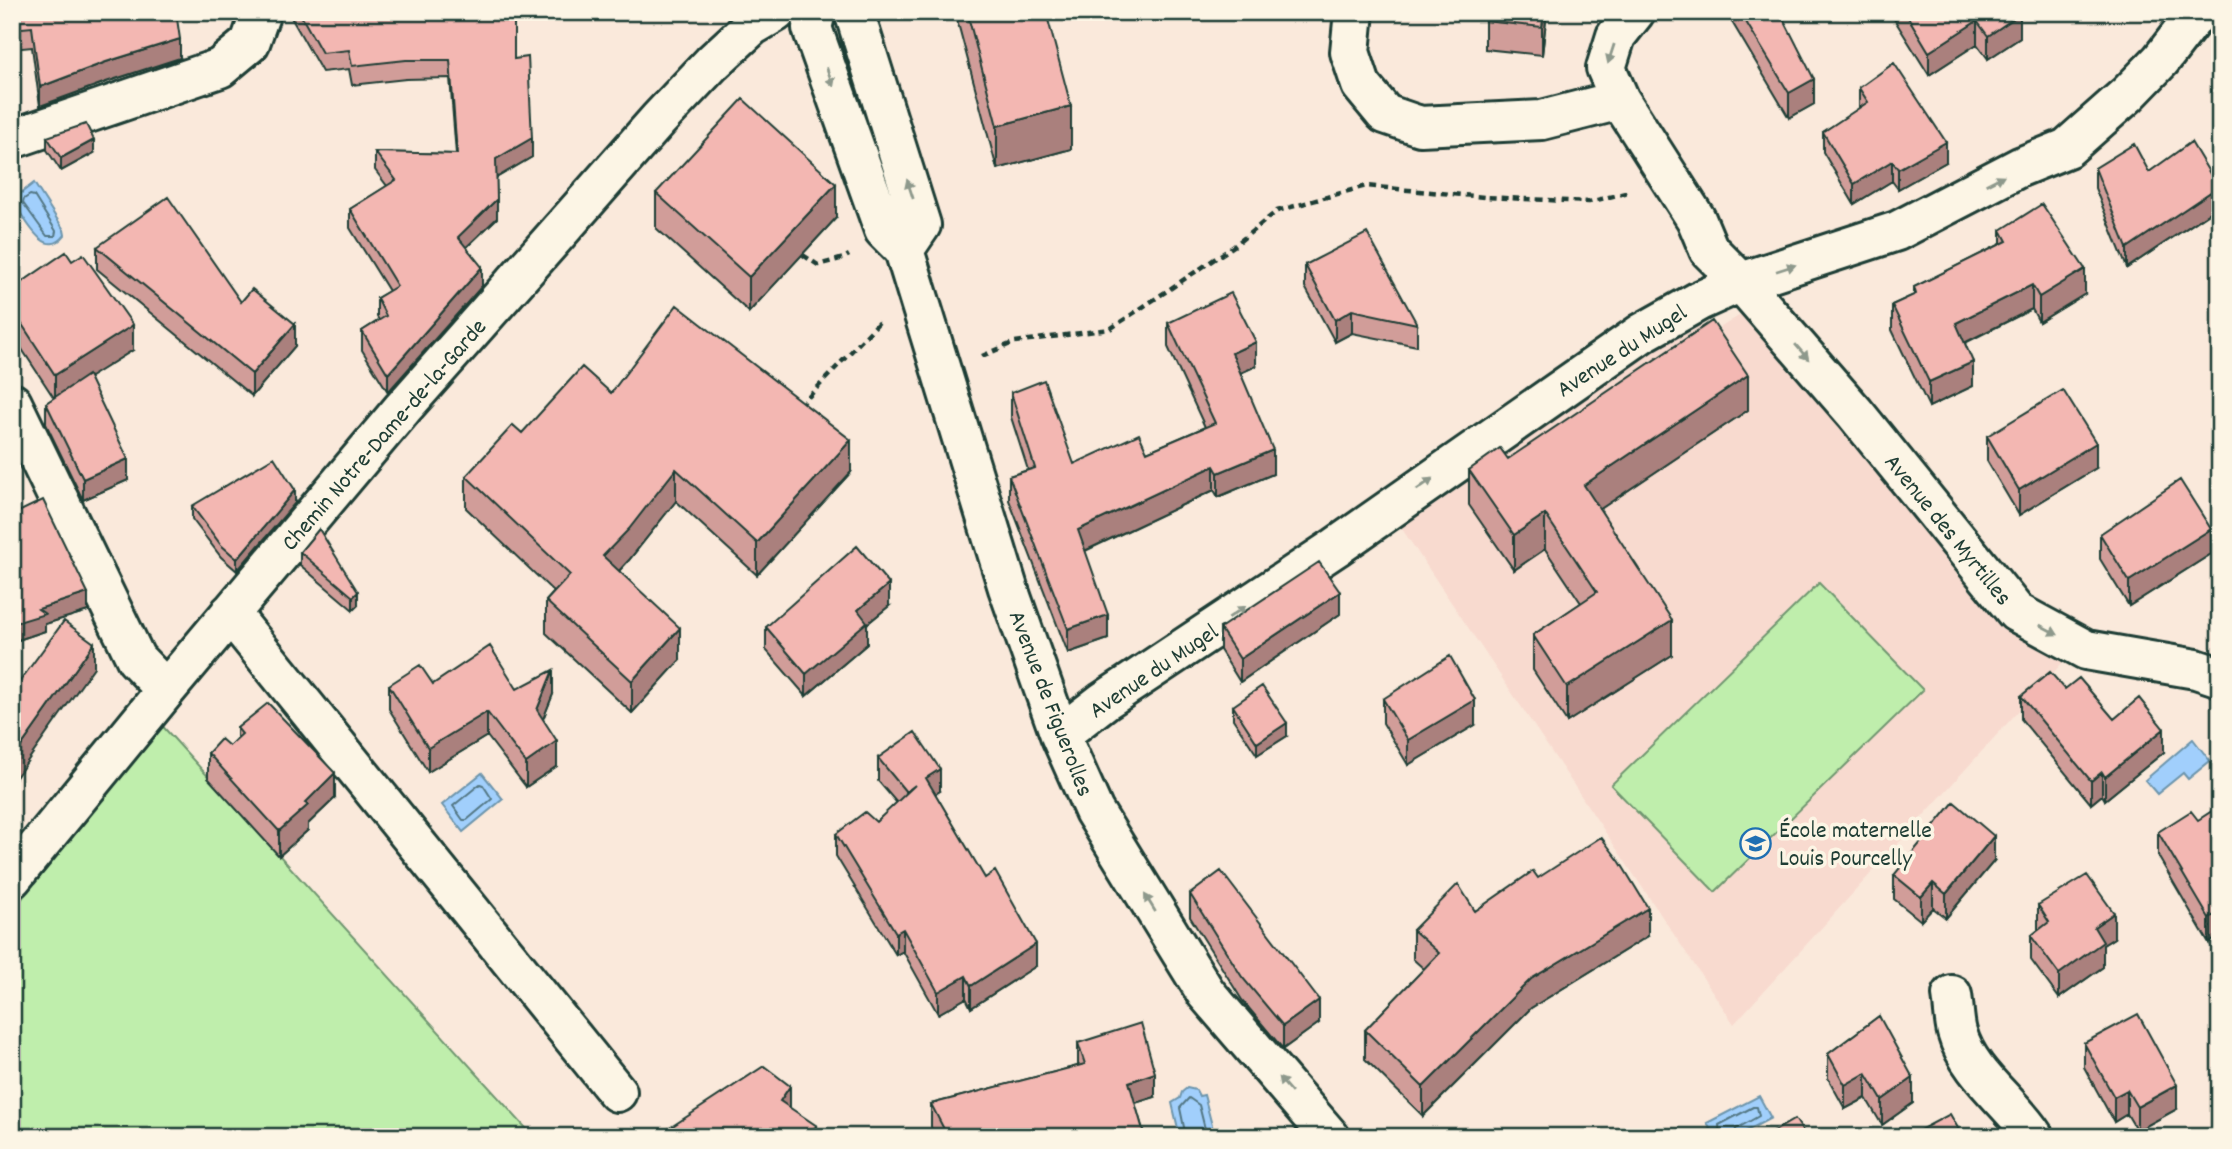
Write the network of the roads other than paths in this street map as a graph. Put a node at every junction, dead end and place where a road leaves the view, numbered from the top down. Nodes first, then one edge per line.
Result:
1 (261, 12) edge
2 (776, 12) edge
3 (816, 12) edge
4 (854, 12) edge
5 (1354, 12) edge
6 (1635, 12) edge
7 (2198, 12) edge
8 (1620, 100) junction
9 (12, 139) edge
10 (904, 250) junction
11 (1741, 282) junction
12 (12, 403) edge
13 (230, 613) junction
14 (2220, 677) edge
15 (166, 690) junction
16 (1060, 735) junction
17 (12, 878) edge
18 (1952, 995) dead end
19 (617, 1092) dead end
20 (1330, 1137) edge
21 (2034, 1137) edge

1 - 9 street
2 - 13 street, Chemin Notre-Dame-de-la-Garde
3 -> 10 street, Avenue de Figuerolles
10 -> 4 street
5 - 8 street
6 -> 8 street, Avenue des Myrtilles
11 -> 7 street, Avenue du Mugel
8 - 11 street, Avenue des Myrtilles
10 - 16 street, Avenue de Figuerolles
11 -> 14 street, Avenue des Myrtilles
16 -> 11 street, Avenue du Mugel
12 - 15 street
13 - 15 street, Chemin Notre-Dame-de-la-Garde
13 - 19 street
15 - 17 street, Chemin Notre-Dame-de-la-Garde
20 -> 16 street, Avenue de Figuerolles
18 - 21 street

══════

Images stay out; the entries above are to be printed exactly.

* **OUTPUT**
Write the network of the roads other than paths in this street map as a graph. Put a node at every junction, dead end and place where a road leaves the view, numbered from the top down. Nodes first, then one edge per line.
Result:
1 (261, 12) edge
2 (776, 12) edge
3 (816, 12) edge
4 (854, 12) edge
5 (1354, 12) edge
6 (1635, 12) edge
7 (2198, 12) edge
8 (1620, 100) junction
9 (12, 139) edge
10 (904, 250) junction
11 (1741, 282) junction
12 (12, 403) edge
13 (230, 613) junction
14 (2220, 677) edge
15 (166, 690) junction
16 (1060, 735) junction
17 (12, 878) edge
18 (1952, 995) dead end
19 (617, 1092) dead end
20 (1330, 1137) edge
21 (2034, 1137) edge

1 - 9 street
2 - 13 street, Chemin Notre-Dame-de-la-Garde
3 -> 10 street, Avenue de Figuerolles
10 -> 4 street
5 - 8 street
6 -> 8 street, Avenue des Myrtilles
11 -> 7 street, Avenue du Mugel
8 - 11 street, Avenue des Myrtilles
10 - 16 street, Avenue de Figuerolles
11 -> 14 street, Avenue des Myrtilles
16 -> 11 street, Avenue du Mugel
12 - 15 street
13 - 15 street, Chemin Notre-Dame-de-la-Garde
13 - 19 street
15 - 17 street, Chemin Notre-Dame-de-la-Garde
20 -> 16 street, Avenue de Figuerolles
18 - 21 street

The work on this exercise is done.